A JADE application is composed of multiple Agents, each one having its own unique identifier. Each agent executes different tasks and communicates with other agents exchanging messages. Agents exists on top of a Platform, which provides to the agents a series of services (like the message delivering one). A platform is composed by Containers. Each running instance of the JADE runtime environment is called a container as it can contain several agents. Containers can be run in different machines, achieving so the distributed platform. There is always one Main Container in each platform and all other containers register in it. The main container differs from other containers in that it must be the first container to start in the platform and that it includes two special agents:

  • AMS (Agent Management System): provides the naming service and is the only agent able to manage the platform (start, kill, shutdown agents, create remote containers). Other agents must send requests to the AMS to perform these actions.

  • DF (Directory Facilitator): provides a Yellow Pages service where agents can announce the services they provide or find the services provided by other agents.

Communication in JADE is based in the asynchronous message passing paradigm. Agents can communicate between themselves no matter the container or platform they reside in. Each agent has a message queue where the JADE runtime posts the messages sent by other agents. The main components of a message are:

  • The sender of the message.

  • The receivers of the message.

  • The communicative intention. It is called the performative and indicates what the intention of the sender is. Examples of performatives are: REQUEST, INFORM, ACCEPT_PROPOSAL, QUERY_IF.

  • The content with the information of the message.

The Negotiation Process

To be able to take part in the negotiation process all participants have to have information about the three factors described in Section 3. Without this data the negotiation process cannot happen. The negotiation follows these steps:

  • The Context Consumer Agent (CCA) sends a Call For Proposals (CFP) stating the context type and location that it is interested in and the minimum certainty factor (CF) expected from the context.

  • The Context Provider Agents (CPA) replies to the CFP with individual proposals stating what they can offer to the CCA.

  • The CCA checks the received proposals. Some of the context consumers have a maximum number of context sources they can subscribe to concurrently. This is dictated by the computational capabilities of the device running the CCA. If the number of received proposals is above this limit the CCA selects those that it considers better (comparing their CF).

  • The CCA sends an Accept to the selected CCPs and subscribes to the context updates.

The negotiation meets the FIPA ACL specification [31] for agent communication, following the Contract Net Protocol [16].

5. Evaluation

To evaluate the developed system we have created four scenarios. In the first one a centralized inference engine processes all the data from the context providers (see Figure 8(A)). In the second one a distributed architecture of inference engines is used (see Figure 8(B)). This scenario has three inference engines (Context Consumer A, B and C). Some of the inference have been parallelized (Context Consumer A and B), while part of it can only be performed after some of the data has been processed (Context Consumer C). The context data has been distributed between the three Context Consumers. Context Consumer A will process the 40% of the Context Providers, Context Consumer B will process the 50% and Context Consumer C will take the final 10% of the Context Providers and the inferred facts from Context Consumer A and B. In the third scenario (see Figure 8(C)) the inference process is done in three serialized Context Consumers. The context data has been distributed between the three of them. Context Consumer A takes the 40% of the data, Context Consumer B takes the inferred facts from A and another 10% of the context data and finally Context Consumer C will process B's inferred facts and the other 50% of the context data. In the fourth and final scenario (see Figure 8(D)) Context Consumers process the context data at the same time in a completely parallel architecture. The data is divided in the same way it was divided in the third scenario.

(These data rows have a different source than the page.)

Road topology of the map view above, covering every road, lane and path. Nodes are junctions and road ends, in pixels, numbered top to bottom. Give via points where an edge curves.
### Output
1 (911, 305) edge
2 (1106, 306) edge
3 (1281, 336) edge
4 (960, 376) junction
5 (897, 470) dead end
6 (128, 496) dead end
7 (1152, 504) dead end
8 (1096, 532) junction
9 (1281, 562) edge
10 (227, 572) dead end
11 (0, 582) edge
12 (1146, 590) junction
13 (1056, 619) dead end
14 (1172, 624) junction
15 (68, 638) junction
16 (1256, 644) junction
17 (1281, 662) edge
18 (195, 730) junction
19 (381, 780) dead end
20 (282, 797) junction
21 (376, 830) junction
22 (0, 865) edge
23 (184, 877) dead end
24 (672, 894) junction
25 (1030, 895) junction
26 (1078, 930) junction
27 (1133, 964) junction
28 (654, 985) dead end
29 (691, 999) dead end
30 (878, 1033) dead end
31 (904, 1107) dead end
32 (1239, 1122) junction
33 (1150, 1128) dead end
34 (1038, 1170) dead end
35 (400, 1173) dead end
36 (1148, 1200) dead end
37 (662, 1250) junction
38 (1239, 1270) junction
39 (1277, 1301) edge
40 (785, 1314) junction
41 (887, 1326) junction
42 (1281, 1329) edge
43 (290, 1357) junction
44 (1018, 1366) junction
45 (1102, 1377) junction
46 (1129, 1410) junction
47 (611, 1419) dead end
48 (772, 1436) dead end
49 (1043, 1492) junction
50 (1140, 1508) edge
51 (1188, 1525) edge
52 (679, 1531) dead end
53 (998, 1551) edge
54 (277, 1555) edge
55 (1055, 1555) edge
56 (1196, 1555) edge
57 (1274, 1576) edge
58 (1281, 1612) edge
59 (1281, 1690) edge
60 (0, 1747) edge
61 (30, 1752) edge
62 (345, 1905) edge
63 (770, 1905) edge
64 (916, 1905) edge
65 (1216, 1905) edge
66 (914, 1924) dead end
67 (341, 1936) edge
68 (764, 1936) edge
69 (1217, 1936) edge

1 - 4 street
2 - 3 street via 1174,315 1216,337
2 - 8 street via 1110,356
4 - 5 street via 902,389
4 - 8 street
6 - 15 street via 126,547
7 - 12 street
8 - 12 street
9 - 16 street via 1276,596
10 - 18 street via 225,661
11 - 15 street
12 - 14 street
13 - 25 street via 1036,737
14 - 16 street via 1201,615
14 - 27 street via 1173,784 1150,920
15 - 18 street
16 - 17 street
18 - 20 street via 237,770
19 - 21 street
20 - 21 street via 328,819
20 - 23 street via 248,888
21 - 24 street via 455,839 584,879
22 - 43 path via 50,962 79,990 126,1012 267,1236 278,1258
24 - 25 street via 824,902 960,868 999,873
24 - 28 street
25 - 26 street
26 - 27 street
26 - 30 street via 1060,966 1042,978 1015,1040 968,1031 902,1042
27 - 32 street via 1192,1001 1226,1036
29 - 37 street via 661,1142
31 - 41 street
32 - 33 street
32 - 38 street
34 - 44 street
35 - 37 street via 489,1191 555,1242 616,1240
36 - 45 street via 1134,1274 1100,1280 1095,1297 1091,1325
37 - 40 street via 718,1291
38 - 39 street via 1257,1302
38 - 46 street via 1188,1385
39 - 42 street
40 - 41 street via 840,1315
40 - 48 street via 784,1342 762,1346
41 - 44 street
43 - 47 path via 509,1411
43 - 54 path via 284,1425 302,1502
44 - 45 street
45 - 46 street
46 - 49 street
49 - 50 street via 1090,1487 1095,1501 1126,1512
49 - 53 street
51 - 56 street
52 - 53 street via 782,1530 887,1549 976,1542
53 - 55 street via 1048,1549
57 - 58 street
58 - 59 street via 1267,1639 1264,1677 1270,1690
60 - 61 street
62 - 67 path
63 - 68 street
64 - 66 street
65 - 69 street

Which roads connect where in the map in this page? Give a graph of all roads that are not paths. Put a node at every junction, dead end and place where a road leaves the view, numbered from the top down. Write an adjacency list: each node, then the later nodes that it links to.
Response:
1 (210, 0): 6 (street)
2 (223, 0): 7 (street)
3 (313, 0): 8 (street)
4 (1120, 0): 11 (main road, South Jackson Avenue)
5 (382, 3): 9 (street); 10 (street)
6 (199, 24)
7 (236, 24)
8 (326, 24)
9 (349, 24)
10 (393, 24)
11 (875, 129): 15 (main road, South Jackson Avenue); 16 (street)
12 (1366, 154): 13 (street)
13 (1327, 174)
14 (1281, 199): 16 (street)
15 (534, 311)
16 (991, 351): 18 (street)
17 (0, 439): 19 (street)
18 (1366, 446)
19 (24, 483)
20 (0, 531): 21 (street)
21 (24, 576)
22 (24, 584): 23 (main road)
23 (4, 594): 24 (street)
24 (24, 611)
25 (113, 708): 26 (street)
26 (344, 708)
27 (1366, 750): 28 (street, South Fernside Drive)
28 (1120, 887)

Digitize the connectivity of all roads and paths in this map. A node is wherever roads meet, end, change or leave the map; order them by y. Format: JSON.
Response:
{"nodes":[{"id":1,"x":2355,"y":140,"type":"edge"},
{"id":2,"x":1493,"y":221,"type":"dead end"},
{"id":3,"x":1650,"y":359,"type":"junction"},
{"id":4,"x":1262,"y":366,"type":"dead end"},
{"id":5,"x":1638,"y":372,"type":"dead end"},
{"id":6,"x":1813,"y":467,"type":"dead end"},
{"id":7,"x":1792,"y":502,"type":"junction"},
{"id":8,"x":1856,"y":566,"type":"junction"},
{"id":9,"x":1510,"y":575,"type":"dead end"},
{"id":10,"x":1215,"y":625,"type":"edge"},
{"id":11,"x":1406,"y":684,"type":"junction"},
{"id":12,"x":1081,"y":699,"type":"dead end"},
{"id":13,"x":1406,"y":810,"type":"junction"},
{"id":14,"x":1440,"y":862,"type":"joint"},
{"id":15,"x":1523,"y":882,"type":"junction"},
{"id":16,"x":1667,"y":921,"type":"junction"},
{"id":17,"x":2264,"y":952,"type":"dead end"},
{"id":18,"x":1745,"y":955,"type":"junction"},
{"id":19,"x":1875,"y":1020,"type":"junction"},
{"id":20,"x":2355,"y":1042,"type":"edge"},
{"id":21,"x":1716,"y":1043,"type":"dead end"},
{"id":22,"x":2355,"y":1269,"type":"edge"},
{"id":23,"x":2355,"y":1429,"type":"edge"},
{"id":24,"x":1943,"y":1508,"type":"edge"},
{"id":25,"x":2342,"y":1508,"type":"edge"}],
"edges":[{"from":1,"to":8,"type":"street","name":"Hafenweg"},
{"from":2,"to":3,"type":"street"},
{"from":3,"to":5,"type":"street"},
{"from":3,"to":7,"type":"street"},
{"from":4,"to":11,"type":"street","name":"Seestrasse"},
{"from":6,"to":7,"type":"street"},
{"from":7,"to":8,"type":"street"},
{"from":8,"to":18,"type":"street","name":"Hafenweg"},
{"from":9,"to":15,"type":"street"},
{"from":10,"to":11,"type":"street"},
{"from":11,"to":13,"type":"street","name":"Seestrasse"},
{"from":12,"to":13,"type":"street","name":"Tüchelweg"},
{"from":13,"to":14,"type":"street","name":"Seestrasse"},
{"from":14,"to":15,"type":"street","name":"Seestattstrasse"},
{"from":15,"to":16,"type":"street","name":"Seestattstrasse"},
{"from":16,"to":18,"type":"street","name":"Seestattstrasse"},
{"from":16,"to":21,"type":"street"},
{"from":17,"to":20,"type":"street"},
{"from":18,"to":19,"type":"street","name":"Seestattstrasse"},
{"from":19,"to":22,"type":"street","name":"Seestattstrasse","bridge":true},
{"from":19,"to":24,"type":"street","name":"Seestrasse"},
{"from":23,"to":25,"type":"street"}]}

A summary of the experiments can be found in Table 1:

  • For each scenario we have performed a series of experiments using from 40 to 300 Context Providers.

  • Each experiment has been repeated 100 times and the average time that took to resolve the complete inference problem was calculated.

  • In all scenarios the inference engines were running in an Intel Core Duo P8700 with 4 GB of memory. As we explain in Section 6, currently is not possible to perform these tests in embedded devices.

  • The used inference engine was the one provided with the Jena Framework [14].

  • The average network latency during the experiments was of 50 ms. In the next subsection we analyze how the latency changes influence the results.

  • The simulations used do not take into account node mobility or connectivity ranges. For the current state of the system we assume that nodes are static and that they do not disappear due to mobility or connectivity range problems.

As can be seen in Figure 9 the centralized approach (Scenario A) inference time degrades drastically as the number of Context Providers (and hence the data to be processed) increases. As we discussed in the introduction the response time to context changed is an important factor in smart environments. Users need to see the reactions of to these changes to happen in a timely manner, otherwise the usability of the whole system will suffer.

In Figure 10 it can be seen the differences between the centralized (Scenario A) and distributed (Scenario B, C and D) approaches. For a small number of context providers the centralized approach is much more efficient. The time gained parallelizing the inference process is minimal and much more time is lost due to the network latency. But as the number of Context Providers increases the distributed approach becomes more efficient. Even with 250 Context Providers the inference time for the distributed approach is under 2 s, while the inference time of the centralized approach is of 6,386 ms. This difference is even bigger with 300 Context Providers, where the centralized approach is five times slower.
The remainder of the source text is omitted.